私はどう考えておるかというお尋ねでございますが、先ほどずっと

先生から、身体障害者、特に盲人の方、また盲人の方々を誘導して

おる盲導犬のことをいろいろとお話ししていただいて、私も先生と一緒に

選挙区で互いに語り合ったり、ときには競争したり、また教えられたり

しておる先生が、このように御熱心にこの問題に取り組んでおって

いただくことは、国家のために非常に結構なことだと感謝しております。


 そこで、いま事務当局ともいろいろと話し合って立ったので

ございますけれども、今後のことについてどう考えるかという話の中に、

特にハンディキャップゾーンというのですか、これをどう思うかという

お話でございますから、それについて私はお答えさせていただきたいと

思います。

 身体障害者に対する交通安全の確保はきわめて重要なことと

先生も考えていただき、私も思っております。
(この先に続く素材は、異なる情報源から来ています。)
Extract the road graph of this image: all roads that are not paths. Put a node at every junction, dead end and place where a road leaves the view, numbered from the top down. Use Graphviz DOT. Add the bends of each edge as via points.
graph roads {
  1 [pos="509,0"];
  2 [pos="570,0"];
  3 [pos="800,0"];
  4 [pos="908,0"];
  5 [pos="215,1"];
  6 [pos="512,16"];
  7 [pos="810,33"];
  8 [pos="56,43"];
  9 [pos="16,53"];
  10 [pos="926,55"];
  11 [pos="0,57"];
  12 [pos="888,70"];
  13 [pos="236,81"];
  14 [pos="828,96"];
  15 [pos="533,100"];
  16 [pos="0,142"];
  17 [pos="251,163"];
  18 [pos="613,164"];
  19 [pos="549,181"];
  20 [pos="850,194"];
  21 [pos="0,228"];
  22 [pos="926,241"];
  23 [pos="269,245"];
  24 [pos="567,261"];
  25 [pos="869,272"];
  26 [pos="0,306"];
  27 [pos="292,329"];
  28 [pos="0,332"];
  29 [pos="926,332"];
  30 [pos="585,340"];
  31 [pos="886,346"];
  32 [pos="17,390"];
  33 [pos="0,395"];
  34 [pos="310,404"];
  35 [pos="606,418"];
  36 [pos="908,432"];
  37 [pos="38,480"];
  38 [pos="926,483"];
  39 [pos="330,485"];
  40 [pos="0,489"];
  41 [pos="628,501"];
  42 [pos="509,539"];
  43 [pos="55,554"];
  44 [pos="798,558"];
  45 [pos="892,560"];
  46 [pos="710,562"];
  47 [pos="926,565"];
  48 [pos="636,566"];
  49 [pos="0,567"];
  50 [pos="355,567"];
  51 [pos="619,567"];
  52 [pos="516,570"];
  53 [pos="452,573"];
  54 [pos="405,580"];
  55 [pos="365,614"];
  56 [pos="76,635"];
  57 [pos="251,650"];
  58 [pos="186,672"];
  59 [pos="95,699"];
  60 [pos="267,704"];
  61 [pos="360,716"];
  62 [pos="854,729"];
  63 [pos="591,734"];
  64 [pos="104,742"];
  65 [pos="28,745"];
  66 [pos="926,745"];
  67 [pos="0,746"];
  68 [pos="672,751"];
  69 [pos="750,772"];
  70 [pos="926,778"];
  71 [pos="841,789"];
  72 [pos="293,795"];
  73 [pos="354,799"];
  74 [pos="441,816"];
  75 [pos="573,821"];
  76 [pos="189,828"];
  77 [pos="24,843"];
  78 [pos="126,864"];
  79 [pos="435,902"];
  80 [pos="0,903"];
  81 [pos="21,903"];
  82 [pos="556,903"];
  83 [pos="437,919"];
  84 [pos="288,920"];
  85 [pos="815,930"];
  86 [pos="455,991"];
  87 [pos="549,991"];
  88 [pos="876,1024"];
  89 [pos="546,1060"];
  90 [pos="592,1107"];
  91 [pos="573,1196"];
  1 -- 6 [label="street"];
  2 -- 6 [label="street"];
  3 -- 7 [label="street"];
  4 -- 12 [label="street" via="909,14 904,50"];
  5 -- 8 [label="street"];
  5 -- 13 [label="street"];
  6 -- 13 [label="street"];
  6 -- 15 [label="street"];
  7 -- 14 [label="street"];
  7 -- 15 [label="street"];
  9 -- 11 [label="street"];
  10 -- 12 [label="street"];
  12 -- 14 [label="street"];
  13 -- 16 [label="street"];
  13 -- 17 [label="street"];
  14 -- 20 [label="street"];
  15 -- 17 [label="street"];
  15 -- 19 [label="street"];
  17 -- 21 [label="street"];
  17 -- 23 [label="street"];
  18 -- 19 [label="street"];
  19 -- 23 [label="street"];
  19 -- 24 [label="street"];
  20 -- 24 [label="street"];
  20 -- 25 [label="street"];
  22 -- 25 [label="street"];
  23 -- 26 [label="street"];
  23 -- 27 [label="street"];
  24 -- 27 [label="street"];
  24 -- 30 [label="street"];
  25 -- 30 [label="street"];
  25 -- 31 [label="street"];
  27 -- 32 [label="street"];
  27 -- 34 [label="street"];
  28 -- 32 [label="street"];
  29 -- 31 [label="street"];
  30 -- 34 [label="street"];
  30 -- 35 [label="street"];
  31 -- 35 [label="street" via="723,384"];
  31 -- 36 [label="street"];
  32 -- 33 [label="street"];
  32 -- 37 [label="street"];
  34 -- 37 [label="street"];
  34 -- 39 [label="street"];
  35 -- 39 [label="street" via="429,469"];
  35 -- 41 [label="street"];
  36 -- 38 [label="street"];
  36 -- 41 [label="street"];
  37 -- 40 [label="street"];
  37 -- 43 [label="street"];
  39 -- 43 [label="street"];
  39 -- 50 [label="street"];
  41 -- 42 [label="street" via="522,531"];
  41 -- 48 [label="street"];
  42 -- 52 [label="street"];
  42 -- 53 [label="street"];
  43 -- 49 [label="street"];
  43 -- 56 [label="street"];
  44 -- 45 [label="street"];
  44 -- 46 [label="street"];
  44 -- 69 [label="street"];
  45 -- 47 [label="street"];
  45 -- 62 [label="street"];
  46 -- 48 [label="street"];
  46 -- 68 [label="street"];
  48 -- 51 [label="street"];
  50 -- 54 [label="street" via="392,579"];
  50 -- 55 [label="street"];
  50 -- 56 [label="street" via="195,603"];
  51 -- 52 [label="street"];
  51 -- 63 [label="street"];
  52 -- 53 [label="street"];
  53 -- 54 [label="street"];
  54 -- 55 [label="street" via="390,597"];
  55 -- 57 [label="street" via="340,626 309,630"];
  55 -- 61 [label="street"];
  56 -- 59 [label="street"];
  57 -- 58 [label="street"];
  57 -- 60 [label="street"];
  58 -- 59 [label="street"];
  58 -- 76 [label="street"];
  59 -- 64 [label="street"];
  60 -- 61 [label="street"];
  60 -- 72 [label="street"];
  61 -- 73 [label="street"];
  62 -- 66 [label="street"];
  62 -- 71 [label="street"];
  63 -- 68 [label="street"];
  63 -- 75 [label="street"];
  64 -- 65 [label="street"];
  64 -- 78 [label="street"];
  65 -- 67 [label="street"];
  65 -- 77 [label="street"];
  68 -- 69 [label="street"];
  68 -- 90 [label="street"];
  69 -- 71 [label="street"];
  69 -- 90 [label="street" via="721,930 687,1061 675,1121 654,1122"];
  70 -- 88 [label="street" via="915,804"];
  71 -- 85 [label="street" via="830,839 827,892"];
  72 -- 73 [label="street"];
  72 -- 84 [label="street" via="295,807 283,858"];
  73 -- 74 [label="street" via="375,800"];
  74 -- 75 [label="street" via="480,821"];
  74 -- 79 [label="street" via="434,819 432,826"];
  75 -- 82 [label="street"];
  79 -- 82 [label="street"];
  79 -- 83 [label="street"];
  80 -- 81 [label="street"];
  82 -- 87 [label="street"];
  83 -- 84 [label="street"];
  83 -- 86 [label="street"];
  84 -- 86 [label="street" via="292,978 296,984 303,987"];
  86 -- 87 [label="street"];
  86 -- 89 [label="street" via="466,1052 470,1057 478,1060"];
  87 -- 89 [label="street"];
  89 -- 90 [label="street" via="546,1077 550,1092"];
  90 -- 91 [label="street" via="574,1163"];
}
お示しの

ハンディキャップゾーンについても、スクールゾーンの設定等において


その趣旨が考慮されておると聞いておりまするが、いずれにしても

交通規則、道路安全管理等の面から十分に検討さるべき問題であり、

これらは所管庁において第一次的に対応されるべき問題であるかと

私は考えます。

総理府としては、国民の皆様が身体障害者の方々に対し、先生の言

うような思いやりのある交通行動をとっていただくよう、私の方は

大いに啓発と申しますか、そういう活動に力を入れて各省庁との

提携を図ってやっていきたい、こういう考えでおります。